01 - 2 medium zucchinis, sliced into 1/4-inch rounds
02 - 1/2 cup all-purpose flour
03 - 2 large eggs, beaten
04 - 1 cup panko breadcrumbs
05 - 1/2 cup grated Parmesan cheese
06 - 1 teaspoon garlic powder
07 - 1/2 teaspoon smoked paprika
08 - 1/2 teaspoon salt
09 - 1/4 teaspoon ground black pepper
10 - Olive oil cooking spray

→ Spicy Mayo

11 - 1/2 cup mayonnaise
12 - 1 to 2 tablespoons Sriracha sauce, adjust to taste
13 - 1 teaspoon fresh lemon juice
14 - 1/2 teaspoon garlic powder

# How to Make It:

01 - Set the oven to 425°F and line a baking sheet with parchment paper.
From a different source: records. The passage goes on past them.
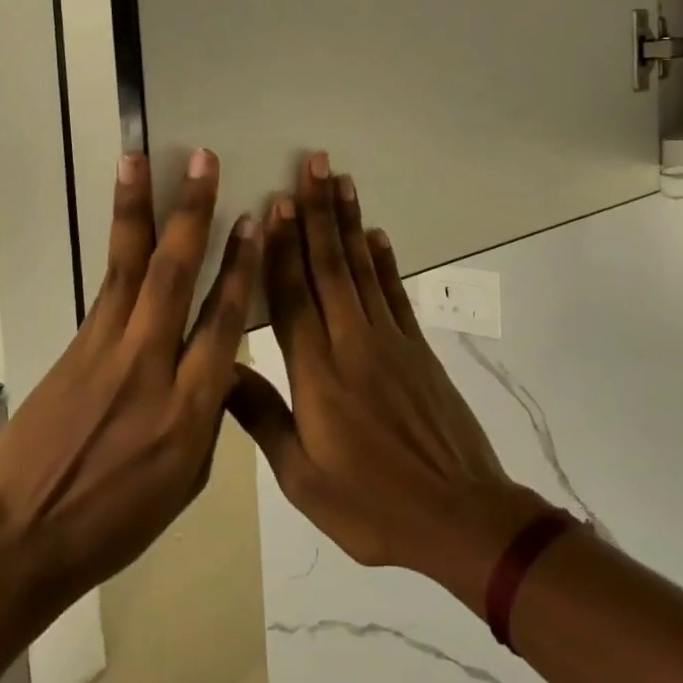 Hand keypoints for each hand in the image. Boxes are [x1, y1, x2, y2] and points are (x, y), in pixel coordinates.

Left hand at [0, 149, 259, 606]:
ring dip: (138, 209)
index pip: (224, 319)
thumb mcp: (187, 479)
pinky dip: (118, 249)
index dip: (240, 265)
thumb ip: (209, 414)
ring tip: (139, 159)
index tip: (253, 220)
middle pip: (175, 275)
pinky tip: (126, 220)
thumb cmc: (116, 522)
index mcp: (190, 408)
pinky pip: (105, 290)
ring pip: (129, 267)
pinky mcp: (73, 349)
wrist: (21, 540)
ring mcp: (105, 352)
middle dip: (192, 212)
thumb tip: (218, 364)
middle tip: (203, 161)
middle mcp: (150, 366)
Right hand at [230, 153, 549, 602]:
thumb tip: (221, 370)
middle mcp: (353, 344)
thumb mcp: (303, 479)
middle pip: (330, 267)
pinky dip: (386, 261)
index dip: (281, 248)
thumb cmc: (373, 505)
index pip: (293, 297)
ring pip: (364, 270)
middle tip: (312, 164)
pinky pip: (396, 294)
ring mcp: (392, 342)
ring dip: (350, 222)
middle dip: (318, 213)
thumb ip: (263, 417)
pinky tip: (378, 235)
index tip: (274, 203)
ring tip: (341, 180)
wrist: (460, 518)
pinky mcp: (418, 350)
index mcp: (318, 375)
Lightly spray with olive oil to prevent sticking.
02 - Place the flour in the first bowl, beat the eggs in the second bowl, and combine panko, Parmesan, garlic powder, smoked paprika, salt, and black pepper in the third bowl.
03 - Dip each zucchini slice into the flour, then into the beaten eggs, and finally coat evenly with the breadcrumb mixture, pressing gently to adhere.
04 - Arrange the coated zucchini slices in a single layer on the prepared baking sheet and lightly spray the tops with olive oil.
05 - Bake for 20 to 25 minutes, flipping halfway through, until the zucchini rounds are crispy and golden brown.
06 - In a small bowl, blend mayonnaise, Sriracha, lemon juice, and garlic powder until smooth. Refrigerate until serving.
07 - Serve the baked zucchini rounds hot alongside the spicy mayo for dipping.

# Expert Hints:

01 -
  • Crispy and satisfying without a single drop of oil in a pan, just a light spray and the magic of a hot oven.
  • The spicy mayo is dangerously good, tangy and creamy with just enough heat to keep you coming back for more.
  • It uses up summer zucchini in a way that actually feels special, not like you're just trying to get rid of them.
02 -
  • Pat the zucchini slices dry with a paper towel before breading, or the coating will slide right off and you'll end up with soggy rounds.
  • Don't overcrowd the baking sheet, give each round space to breathe so the hot air can circulate and crisp them evenly.
  • Flip them gently with a thin spatula halfway through, or the coating can stick and tear.
03 -
  • Use a wire rack set on your baking sheet if you have one, it lets air circulate underneath and makes the bottoms even crispier.
  • Make extra spicy mayo and keep it in the fridge, it's amazing on sandwiches, burgers, and roasted veggies all week long.
  • If you're making these for a crowd, prep the coated rounds ahead of time and refrigerate them on the baking sheet until you're ready to bake.